Quelles sont les ressources en énergie marine en Bretagne ? Il y en a trois principales : le vent, les vagues et la marée. L’énergie de la marée peut être récupérée sous deux formes : énergie potentielle, à l’exemple du barrage de la Rance ou énergie cinétique en exploitant à l’aide d’hydroliennes les courants de marée.
On peut également tirer parti de la biomasse marine pour faire des algo carburants. Enfin, en Bretagne, on pourrait par exemple parfaitement utiliser l’eau de mer dans des pompes à chaleur. Dans l’exploitation des énergies marines, la France n’est pas vraiment en avance. Mais ce retard sur les énergies des vagues et des courants n’est pas rédhibitoire, car aucun dispositif étranger n’est réellement à un stade industriel commercial.
L’usine marémotrice de la Rance produit de l’électricité depuis 40 ans. Pourquoi n’y a- t-il pas eu d’autres réalisations en France ? Pour réaliser ce barrage, il a fallu fermer un estuaire, ce qui a fortement perturbé le milieu marin. Il n’est pas sûr que l’on referait aujourd’hui le même type d’ouvrage. Néanmoins, les Anglais sont en train de rouvrir le dossier. Et des concepts nouveaux comme la réalisation de lagons artificiels en mer sont envisagés, notamment en Chine.
Où en est-on du développement de ces ressources ? Le vent est une source d’énergie importante. La France possède la deuxième ressource européenne derrière l’Angleterre. Les éoliennes off-shore se sont beaucoup développées dans les pays d’Europe du Nord car les conditions y sont très favorables. Ce sont des zones sédimentaires où l’on peut avoir peu de fonds à une distance importante des côtes.
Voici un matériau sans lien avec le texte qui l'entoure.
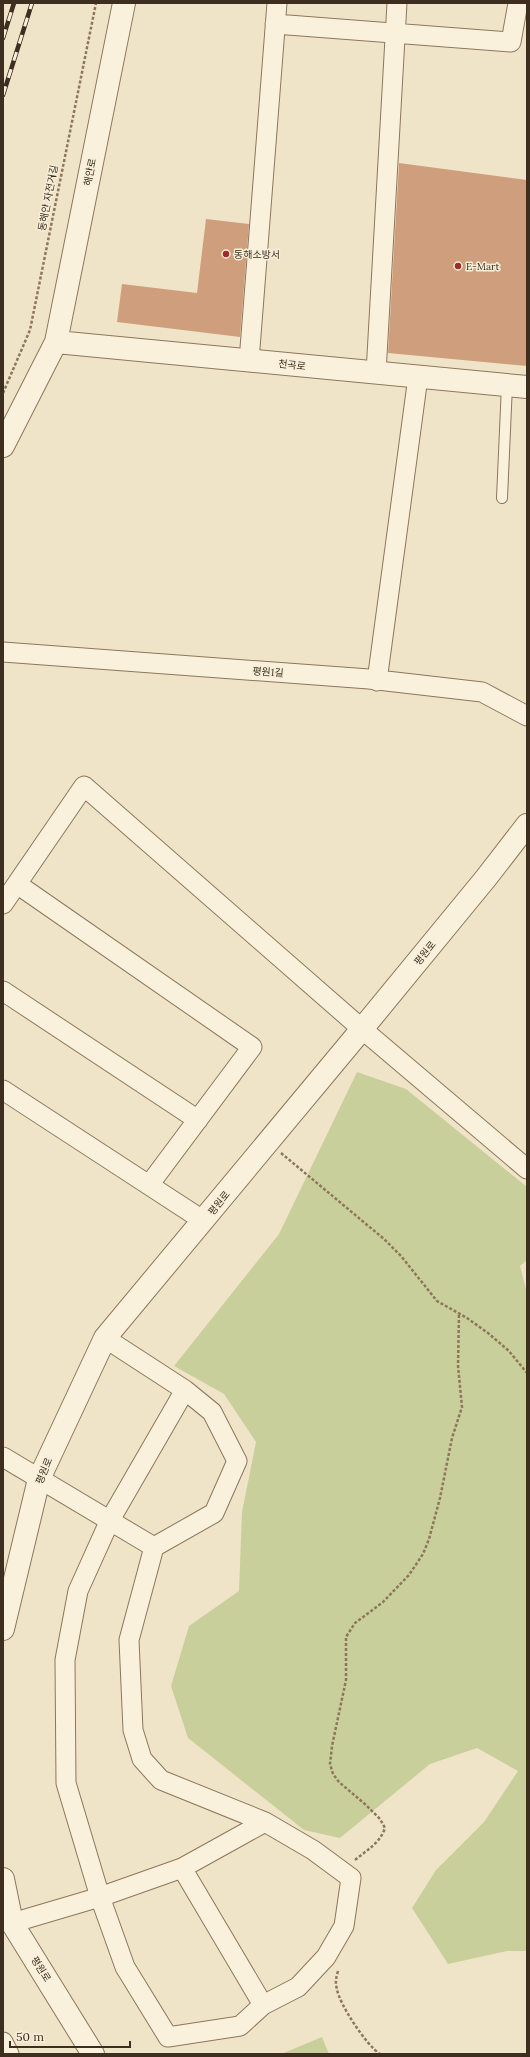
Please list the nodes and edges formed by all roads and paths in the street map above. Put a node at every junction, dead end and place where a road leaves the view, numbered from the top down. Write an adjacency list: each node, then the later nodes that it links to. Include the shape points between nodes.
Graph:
1 (96, 3): 13 (path, 동해안 자전거길, via 30,330)
2 (124, 3): 8 (street, 해안로)
3 (277, 3): 6 (street)
4 (397, 3): 7 (street)
5 (518, 3): 7 (street, via 511,42)
6 (275, 24): 7 (street); 9 (street)
7 (395, 34): 10 (street)
8 (56, 342): 9 (street, 천곡로); 14 (street, 해안로)
9 (249, 360): 10 (street, 천곡로)
10 (376, 373): 11 (street, 천곡로)
11 (418, 377): 12 (street, 천곡로); 17 (street)
12 (517, 386): 15 (lane)
13 (3, 393)
14 (3, 446)
15 (502, 498)
16 (3, 652): 17 (street, 평원1길)
17 (377, 681): 18 (street, 평원1길, via 482,692)
18 (527, 716)
19 (527, 825): 23 (street, 평원로)
20 (17, 884): 21 (street); 23 (street, via 84,786); 25 (street, via 252,1047)
21 (3, 904)
22 (3, 991): 25 (street)
23 (362, 1029): 26 (street, 평원로); 27 (street)
24 (3, 1090): 28 (street)
25 (198, 1120): 28 (street)
26 (269, 1143): 29 (street, 평원로); 30 (path, via 384,1239 437,1301)
27 (527, 1169)
28 (149, 1185): 29 (street)
29 (204, 1221): 31 (street, 평원로)
30 (459, 1314): 32 (path, via 509,1351); 41 (path, via 458,1366 462,1407 452,1438 429,1539 423,1554 409,1575 383,1602 356,1623 346,1637 346,1680 330,1764 339,1782 366,1804 385,1828 376,1843)
31 (105, 1338): 33 (street); 35 (street, 평원로)
32 (527, 1373)
33 (185, 1390): 36 (street); 37 (street, via 212,1412 237,1461 214,1512)
34 (3, 1457): 35 (street)
35 (39, 1479): 36 (street); 38 (street, 평원로)
36 (110, 1520): 37 (street); 43 (street, via 78,1591 65,1660 66,1783)
37 (154, 1548): 39 (street, via 129,1640 133,1730 142,1759 161,1780)
38 (3, 1629)
39 (265, 1822): 40 (street); 41 (street, via 313,1850)
40 (182, 1868): 43 (street); 46 (street)
41 (341, 1871): 45 (street, via 351,1878 344,1926)
42 (3, 1879): 44 (street, 평원로)
43 (100, 1897): 44 (street); 46 (street, via 125,1967 168,2038 240,2026)
44 (12, 1922): 49 (street, 평원로)
45 (326, 1957): 46 (street, via 298,1987); 50 (path, via 338,1970 337,1992 358,2031)
46 (263, 2005)
47 (3, 2042): 48 (street)
48 (9, 2054)
49 (93, 2054)
50 (380, 2054)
En Bretagne, les fonds ont tendance à plonger plus rapidement. Jusqu’à 25 mètres de profondeur les techniques de pose des éoliennes off-shore sont simples. Au-delà, ça se complique, et c’est plus cher. Actuellement on étudie la possibilité d’installer des éoliennes sur des flotteurs, de façon à les éloigner des côtes. Concernant l’énergie des vagues et celle des courants de marée, on peut penser qu’il y aura de nombreux projets de développement quand les technologies seront matures et les machines validées. Il convient de mettre en place des conditions permettant leur développement comme des sites d’essais en mer. Pour la Bretagne, il faut se placer dans une vision de bouquet énergétique. Toutes les ressources doivent être considérées. Et il ne faut pas oublier que le développement des énergies marines, nouvel usage en mer, se fera si une concertation entre tous les usagers, notamment les pêcheurs, est engagée très tôt. Là, les services de l’Etat, la Région et les collectivités auront un rôle à jouer car il s’agit de ce qu’on appelle communément la Gestion intégrée des zones côtières.